Due to our ever-increasing use of technology, our reliance on electricity is stronger than ever. And the interconnectedness of the grid has resulted in a weak system that lacks redundancy. Contributing to the fragile nature of this delicate web of systems is the fact that many of our current power plants are reaching the end of their lifespan. From medical devices and scientific research to transportation and defense, when the electrical infrastructure falters, the results are catastrophic. A shift in infrastructural strategy is imminent and, in some places, already underway.
I recently presented this topic at our in-house Architecture Forum. “Power Shift” explored the current shift in the infrastructure of the U.S. power grid, and the architectural opportunities at stake within this movement.
The Evolution of the Power Plant
In order to frame a discussion of how architecture can insert itself into these new infrastructural strategies, I presented a brief history of the power plant. It was important for this review to note the evolution of the architectural language of this typology in order to glean some understanding of how we might operate in the public realm of the new power plant. Issues of scale, materiality, site and functionality played a changing role in all of the examples. On one end of the spectrum, the Pearl Street Station, built in 1882, was sited in the urban fabric of Manhattan at the scale of the neighborhood. Almost one century later, the Danskammer & Roseton Generating Station was built in Newburgh, NY. Out of the urban context, disengaged from public space, and at the scale of a small college campus, this power plant had a much different language than that of the Pearl Street Station. The examples touched on both advantages and disadvantages of the evolving approach to the infrastructure throughout history.
The evolution of our infrastructural systems has led us to the place we are now: a place of the centralized system.
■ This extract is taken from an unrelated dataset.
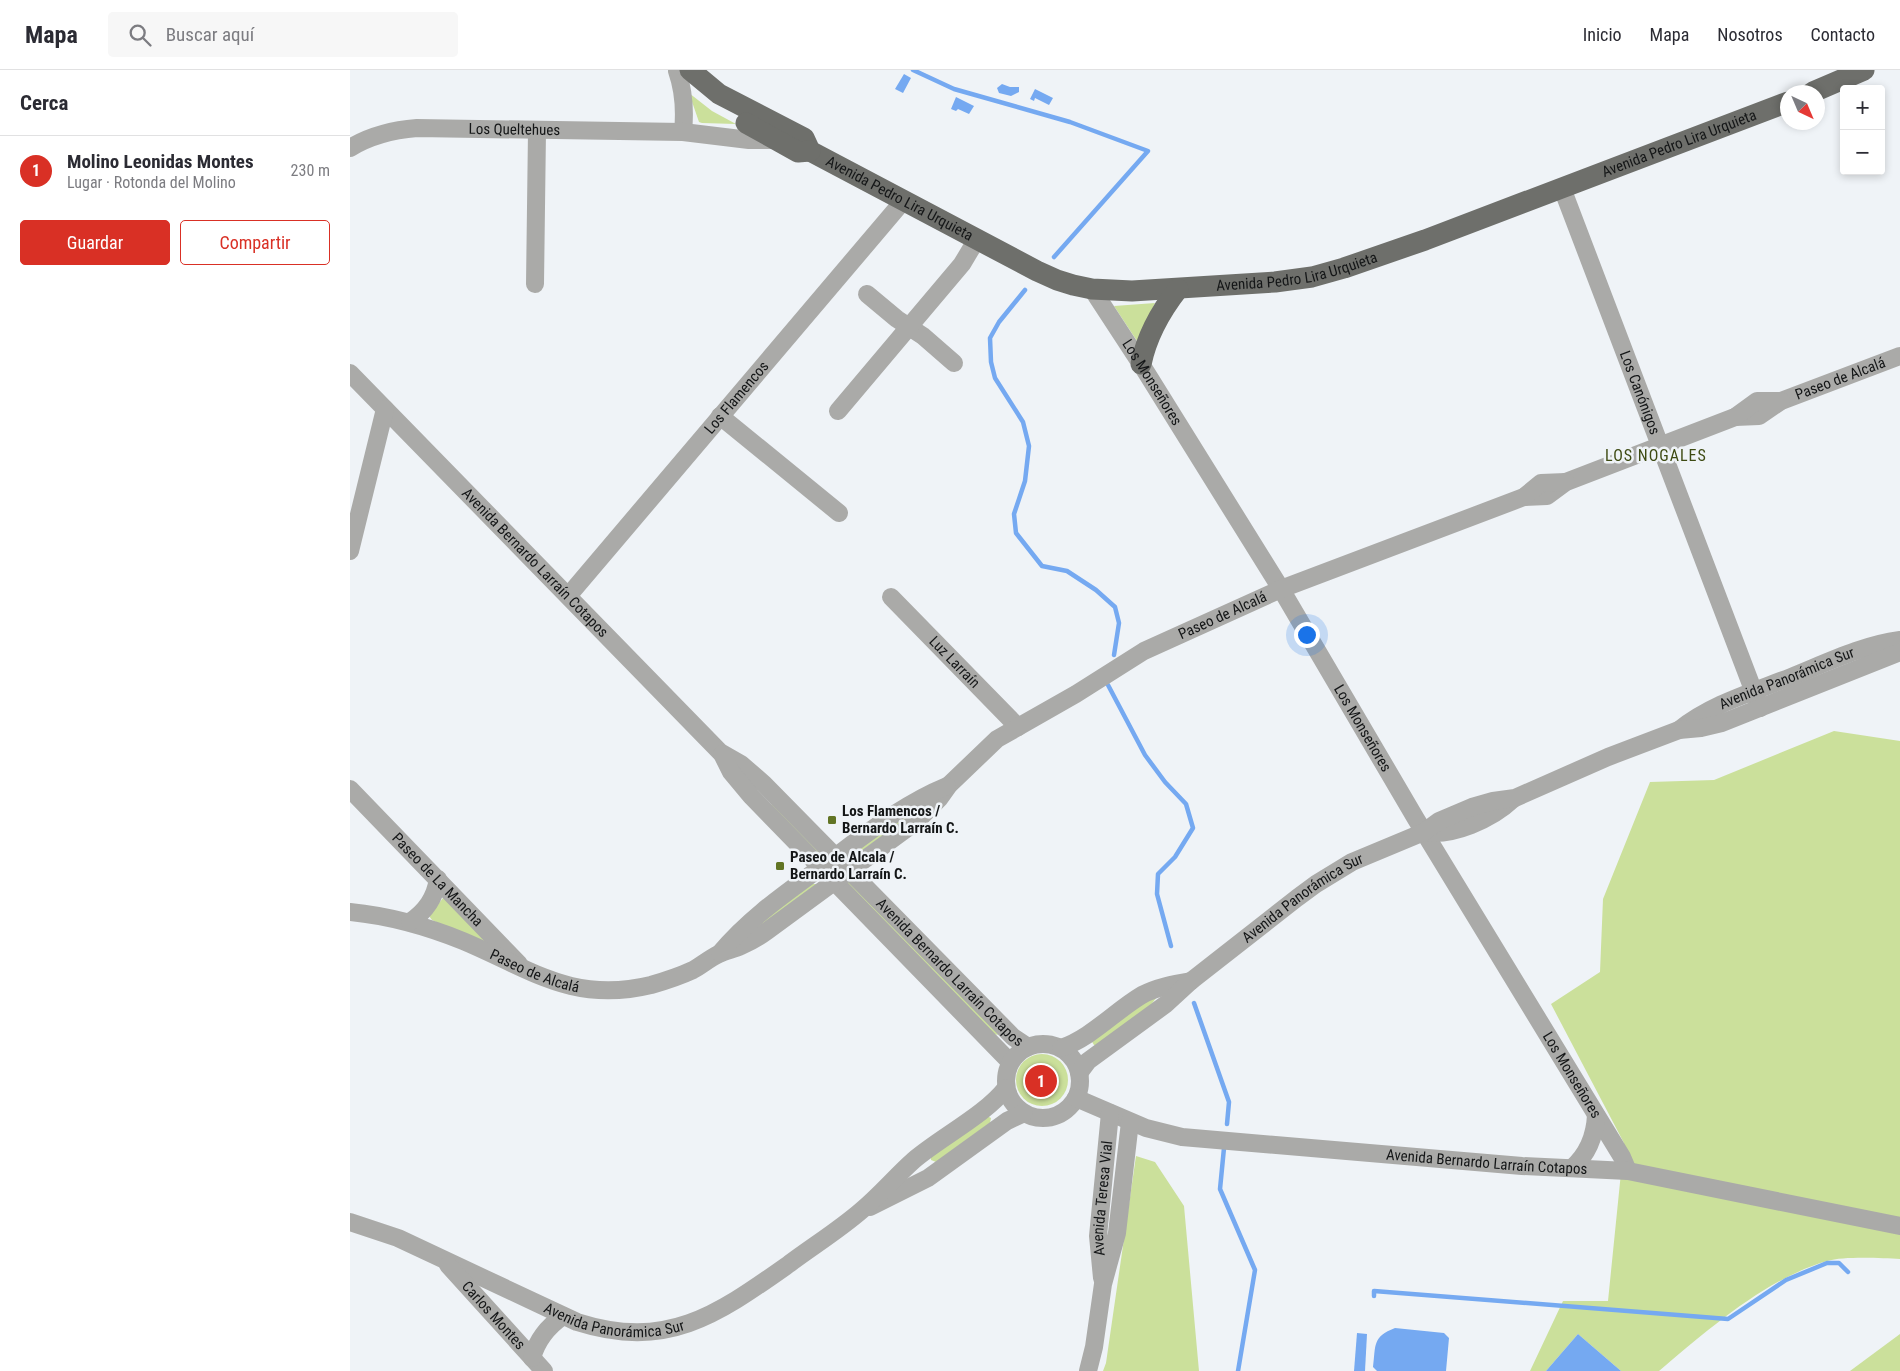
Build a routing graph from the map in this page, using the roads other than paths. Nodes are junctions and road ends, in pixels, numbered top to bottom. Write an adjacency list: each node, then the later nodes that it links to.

As the national power grid has grown, it has become a maze of interdependent tentacles, wherein a small, localized problem can quickly escalate to a catastrophic level. We are now seeing a shift to more localized infrastructure through district energy projects and microgrids. There is a movement at the government and policy level to pursue these projects.
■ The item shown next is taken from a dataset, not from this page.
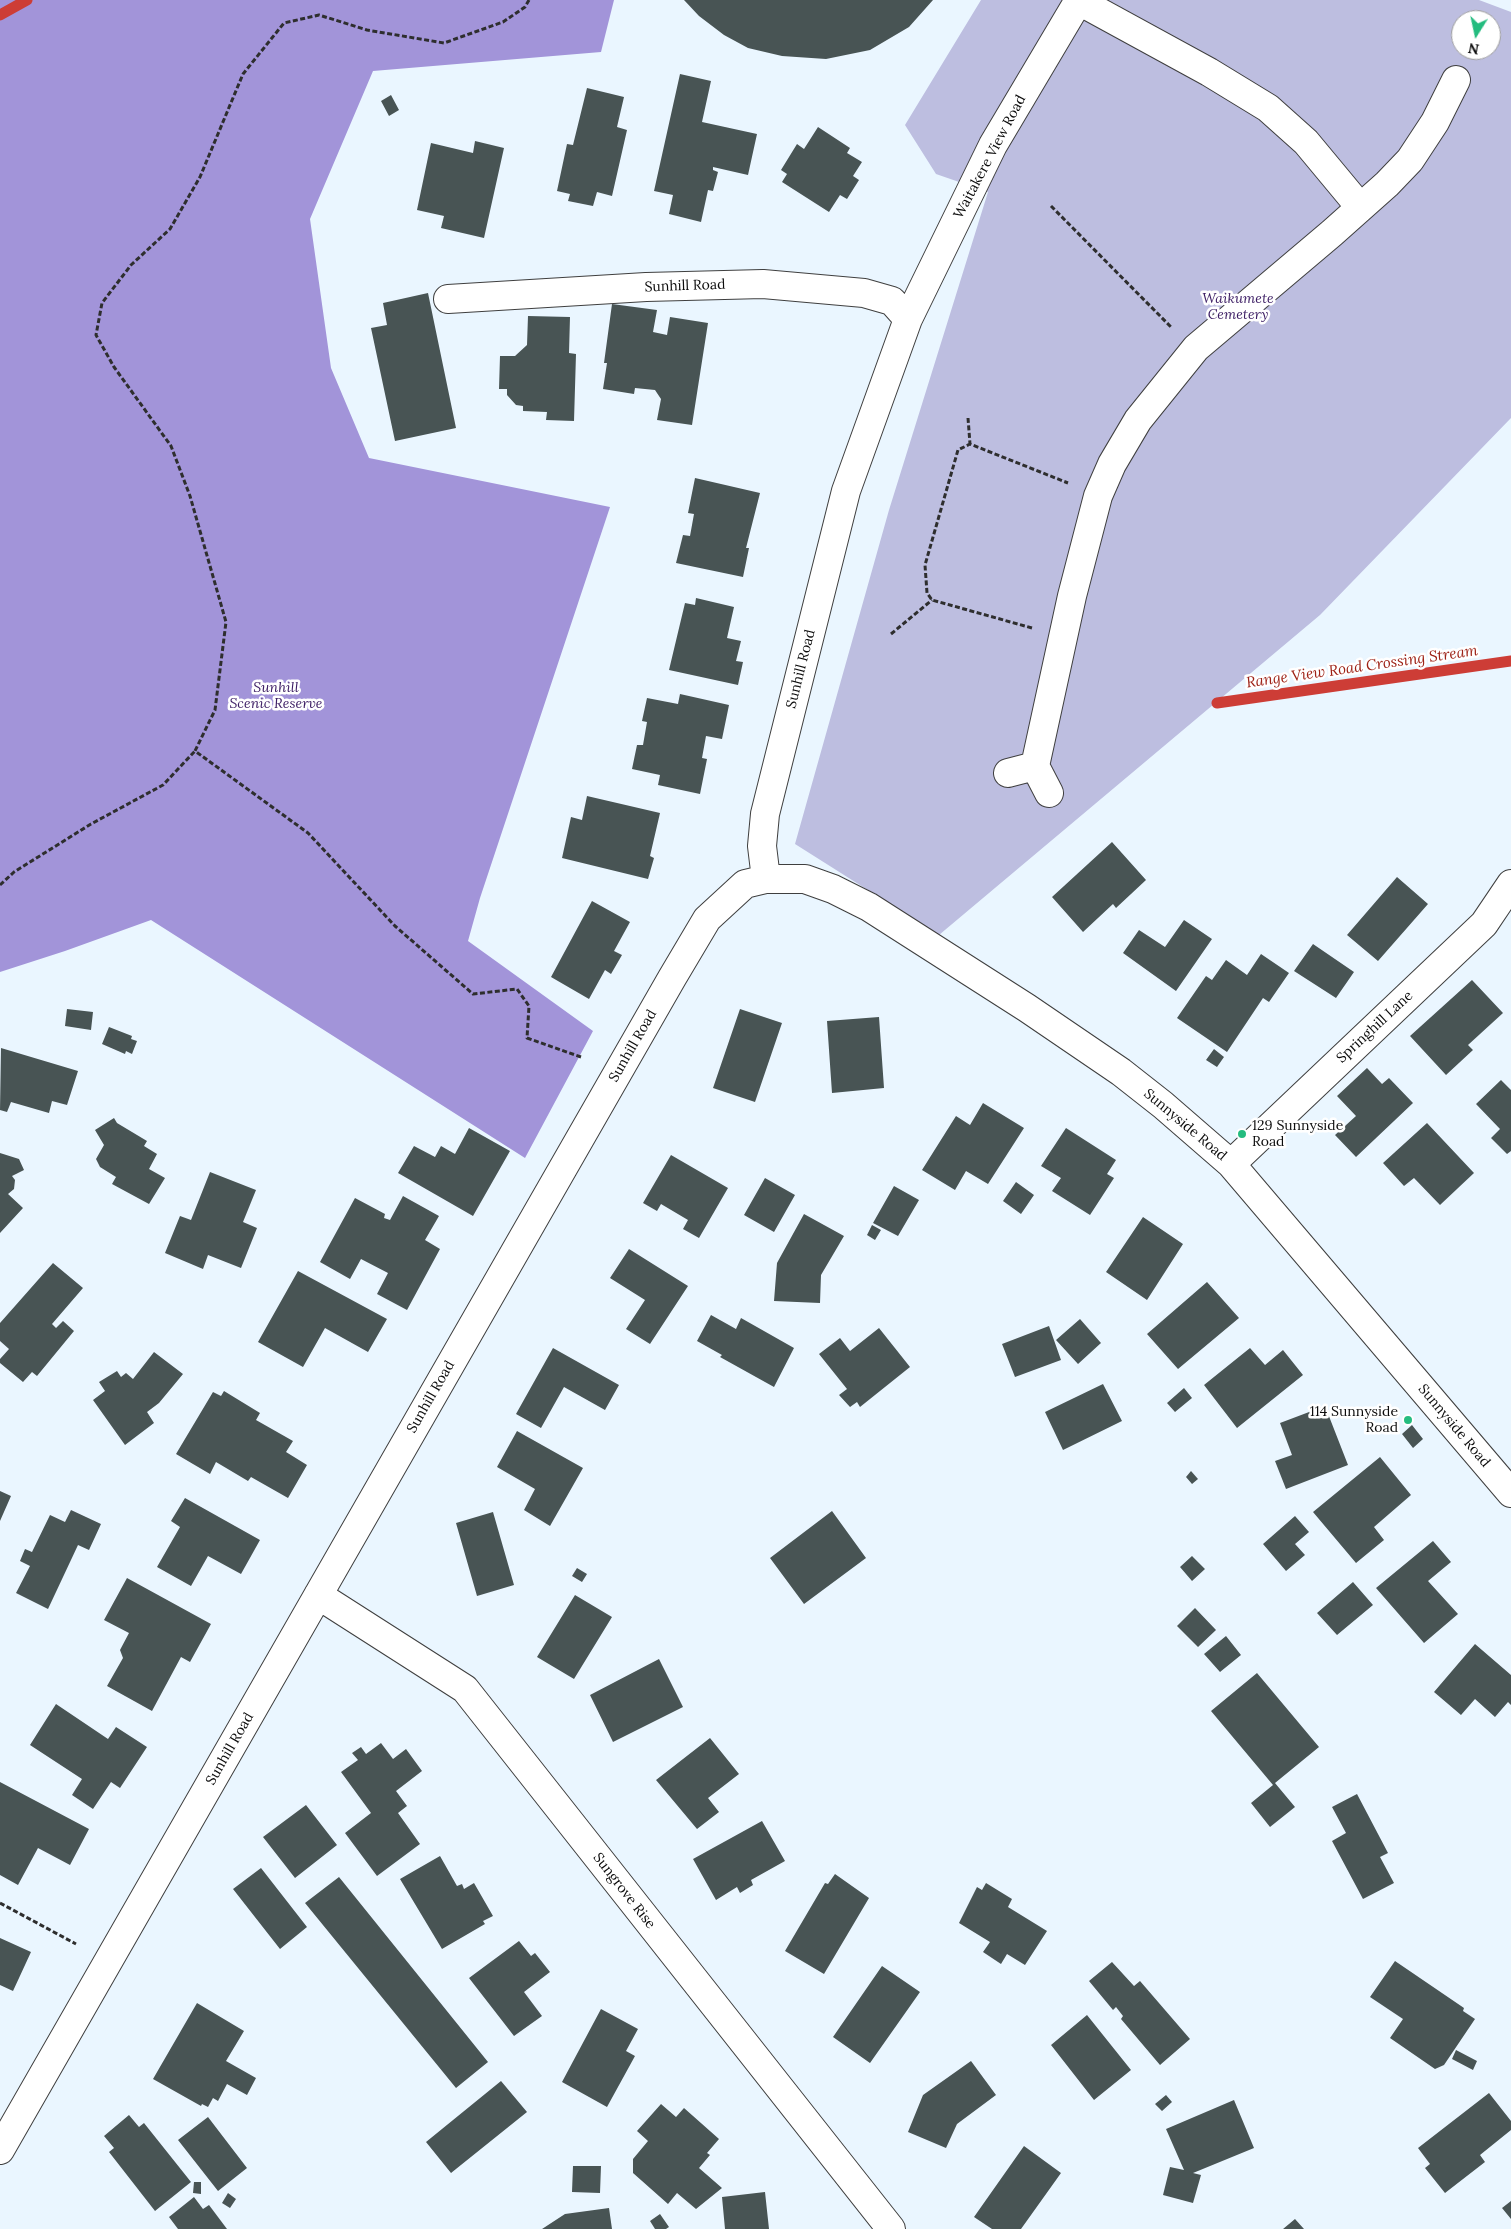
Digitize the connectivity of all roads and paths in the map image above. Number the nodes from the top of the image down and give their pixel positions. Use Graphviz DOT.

In the presentation, I posited that architects should be inserting themselves into this movement towards more regional infrastructure. There are opportunities to go beyond simply addressing the infrastructural goals at hand. These include:
- The opportunity to contribute to the spatial organization and planning of a region or development that might not otherwise be addressed.
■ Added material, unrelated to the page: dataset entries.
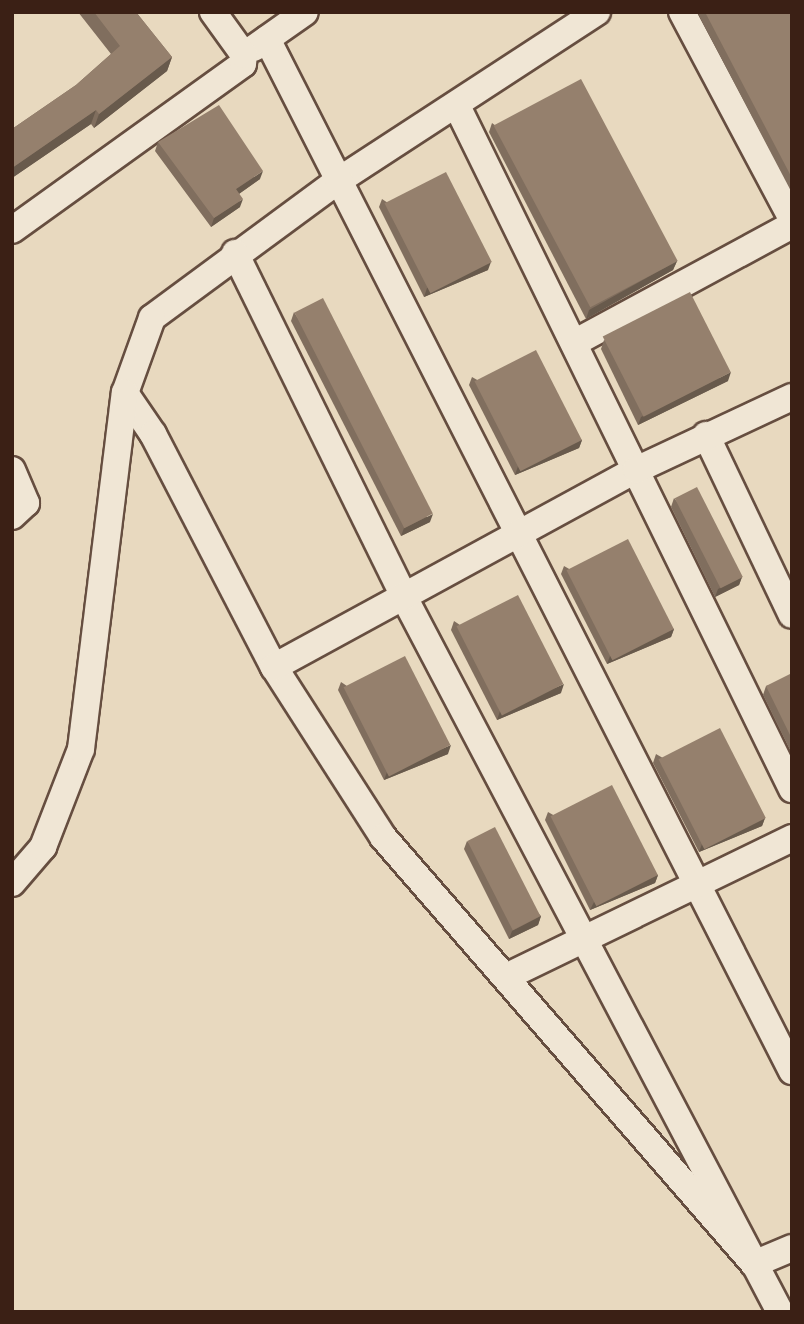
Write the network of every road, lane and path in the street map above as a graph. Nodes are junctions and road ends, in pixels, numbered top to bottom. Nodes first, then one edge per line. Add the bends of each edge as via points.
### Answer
1 (213, 12) edge
2 (304, 12) edge
3 (597, 12) edge
4 (682, 12) edge
5 (267, 39) junction
6 (244, 55) junction
7 (457, 106) junction
8 (339, 180) junction
9 (792, 222) edge
10 (12, 230) edge
11 (235, 253) junction
12 (574, 343) junction
13 (125, 393) junction
14 (792, 397) edge
15 (706, 435) junction
16 (12, 470) edge
17 (636, 470) junction
18 (12, 516) edge
19 (520, 534) junction
20 (404, 597) junction
21 (792, 615) edge
22 (274, 667) junction
23 (792, 789) edge
24 (792, 838) edge
25 (12, 883) edge
26 (699, 888) junction
27 (587, 939) junction
28 (508, 976) junction
29 (792, 1071) edge
30 (792, 1248) edge
31 (754, 1264) junction
32 (780, 1312) edge

1 - 6 street
2 - 5 street
3 - 7 street
4 - 9 street
5 - 6 street
5 - 8 street
6 - 10 street via 243,64 195,103
7 - 8 street
7 - 12 street
8 - 11 street
8 - 19 street
9 - 12 street
11 - 13 street via 152,318
11 - 20 street
12 - 17 street
13 - 22 street via 153,434
13 - 25 street via 81,748 43,847
14 - 15 street
15 - 17 street
15 - 21 street
16 - 18 street via 26,503
17 - 19 street
17 - 23 street
19 - 20 street
19 - 26 street
20 - 22 street
20 - 27 street
22 - 28 street via 383,837
24 - 26 street
26 - 27 street
26 - 29 street
27 - 28 street
27 - 31 street
28 - 31 street
30 - 31 street
31 - 32 street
- The ability of visual interaction to spark curiosity in the infrastructure and its function that, in turn, could lead to a public response to resource use.
- A form of educational functionality embedded within these projects could serve to activate awareness of the cycle of resource consumption and the impacts of our usage.
- Pulling in other programmatic elements, or simply siting the projects with sensitivity towards placemaking, provides the opportunity to create a public amenity.
I presented a series of case studies that successfully created an opportunity out of an infrastructural problem, including the Mod 7 at U Penn designed by Leers Weinzapfel Associates and the Hydroelectric Power Station designed by Becker Architects for the city of Kempten, Germany. These projects demonstrate how architecture has the potential to engage in this current shift towards more localized systems if we choose to insert ourselves.
As architects, we can position this work to positively impact spatial planning, to advocate for civic engagement and to push the boundaries of the engineering and technology to accommodate an opportunistic vision. Elevating these structures and systems from the mundane and utilitarian to the spatially rich and engaging is a critical aspect of this shift.
The discussion following the presentation circled around several issues and questions, including:
- Is it our responsibility as designers to celebrate or integrate these pieces of infrastructure?
- How can architects sell the extra design investment to the client?
- Budget proposition: is this the way public money wants to be spent? If so, it becomes an easier pitch to market ourselves this way, as well as get clients on board.
- Discussion of the scale of the campus and how, from both a size and client perspective, these seem to be our best avenue into the market.
- Is it ethical to dress up fossil fuel plants with high design and innovative architecture?
- In countries like the Netherlands, a lack of space forces the issue and shapes the design approach to these projects. In the United States, do we have the space to park this infrastructure out of sight? And how can we get people to care about the design?
- Architecture provides an opportunity for the building to operate as a gateway to our understanding of the infrastructural systems.